# What you will do:
For these records, count the lines containing the word "فلاحی" and respond with the number alone.

______________________________

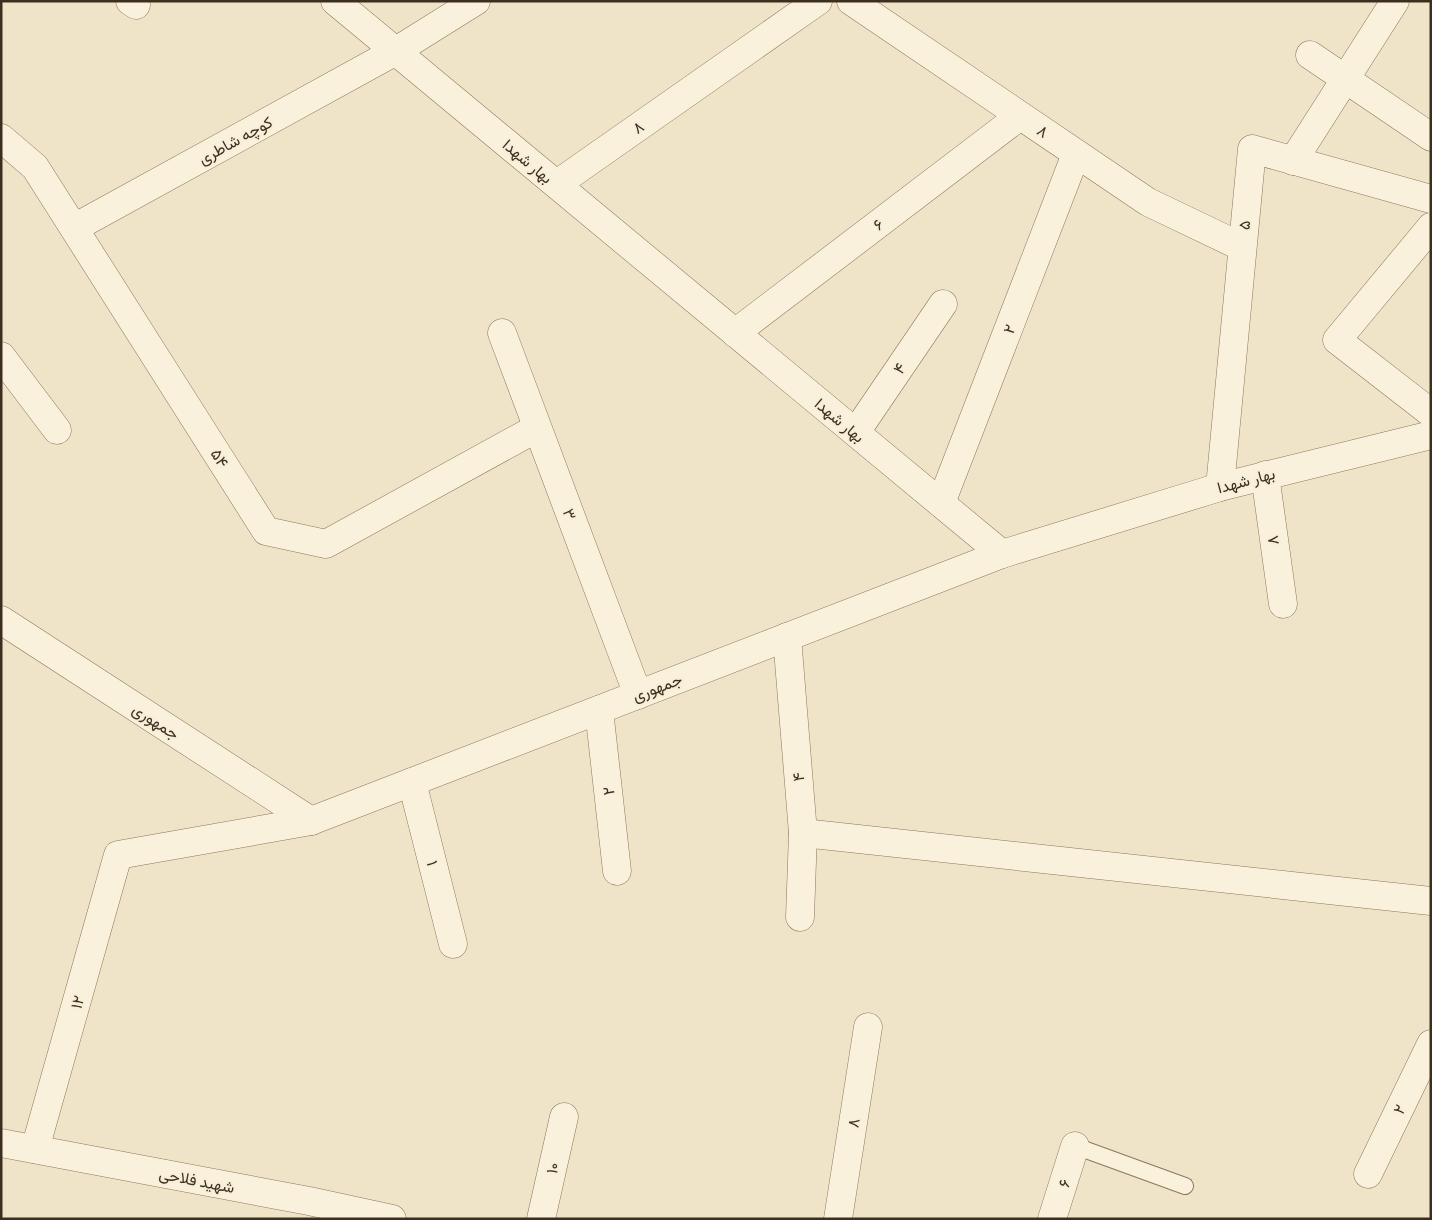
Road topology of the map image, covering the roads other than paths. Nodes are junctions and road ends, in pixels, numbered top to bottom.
1 (336, 1) edge
2 (476, 1) edge
3 (818, 1) edge
4 (851, 1) edge
5 (1395, 1) edge
6 (396, 51) junction
7 (1310, 55) dead end
8 (1346, 80) junction
9 (1020, 116) junction
10 (1, 138) edge
11 (1431, 138) edge
12 (1076, 154) junction
13 (1293, 161) junction
14 (556, 184) junction
15 (1431, 199) edge
16 (1431, 227) edge
17 (74, 228) junction
18 (1242, 247) junction
19 (943, 304) dead end
20 (502, 332) dead end
21 (735, 333) junction
22 (1, 356) edge
23 (1431, 413) edge
24 (538, 428) junction
25 (56, 430) dead end
26 (856, 432) junction
27 (1431, 435) edge
28 (1265, 475) junction
29 (1220, 486) junction
30 (941, 503) junction
31 (1002, 554) junction
32 (1283, 604) dead end
33 (1, 620) edge
34 (788, 637) junction
35 (638, 695) junction
36 (599, 710) junction
37 (412, 782) junction
38 (311, 821) junction
39 (803, 833) junction
40 (118, 854) joint
41 (617, 871) dead end
42 (1431, 901) edge
43 (800, 917) dead end
44 (453, 944) dead end
45 (868, 1027) dead end
46 (1430, 1048) edge
47 (564, 1117) dead end
48 (1, 1143) edge
49 (1075, 1146) joint
50 (35, 1149) junction
51 (1368, 1174) dead end
52 (1185, 1186) dead end
53 (392, 1219) edge
54 (541, 1219) edge
55 (838, 1219) edge
56 (1052, 1219) edge

1 - 6 street, بهار شهدا
2 - 6 street, کوچه شاطری
3 - 14 street, ۸
4 - 9 street, ۸
5 - 8 street
6 - 14 street, بهار شهدا
6 - 17 street, کوچه شاطری
7 - 8 street
8 - 11 street
8 - 13 street
9 - 12 street, ۸
9 - 21 street, ۶
10 - 17 street, ۵۴
12 - 18 street, ۸
12 - 30 street, ۲
13 - 15 street, ۵
13 - 18 street, ۵
14 - 21 street, بهار شهدا
16 - 23 street
17 - 24 street, ۵۴
18 - 29 street, ۵
19 - 26 street, ۴
20 - 24 street, ۳
21 - 26 street, بهار شهدا
22 - 25 street
24 - 35 street, ۳
26 - 30 street, بهار شهدا
27 - 28 street, بهار شهدا
28 - 29 street, بهار شهدا
28 - 32 street, ۷
29 - 31 street, بهار شهدا
30 - 31 street, بهار شهدا
31 - 34 street, جمهوری
33 - 38 street, جمهوری
34 - 35 street, جمهوری
34 - 39 street, ۴
35 - 36 street, جمهوری
36 - 37 street, جمهوری
36 - 41 street, ۲
37 - 38 street, جمهوری
37 - 44 street, ۱
38 - 40 street, جمهوری
39 - 42 street
39 - 43 street, ۴
40 - 50 street, ۱۲
45 - 55 street, ۸
46 - 51 street, ۲
47 - 54 street, ۱۰
48 - 50 street, شهید فلاحی
49 - 52 lane
49 - 56 street, ۶
50 - 53 street, شهید فلاحی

______________________________

# Reply:
2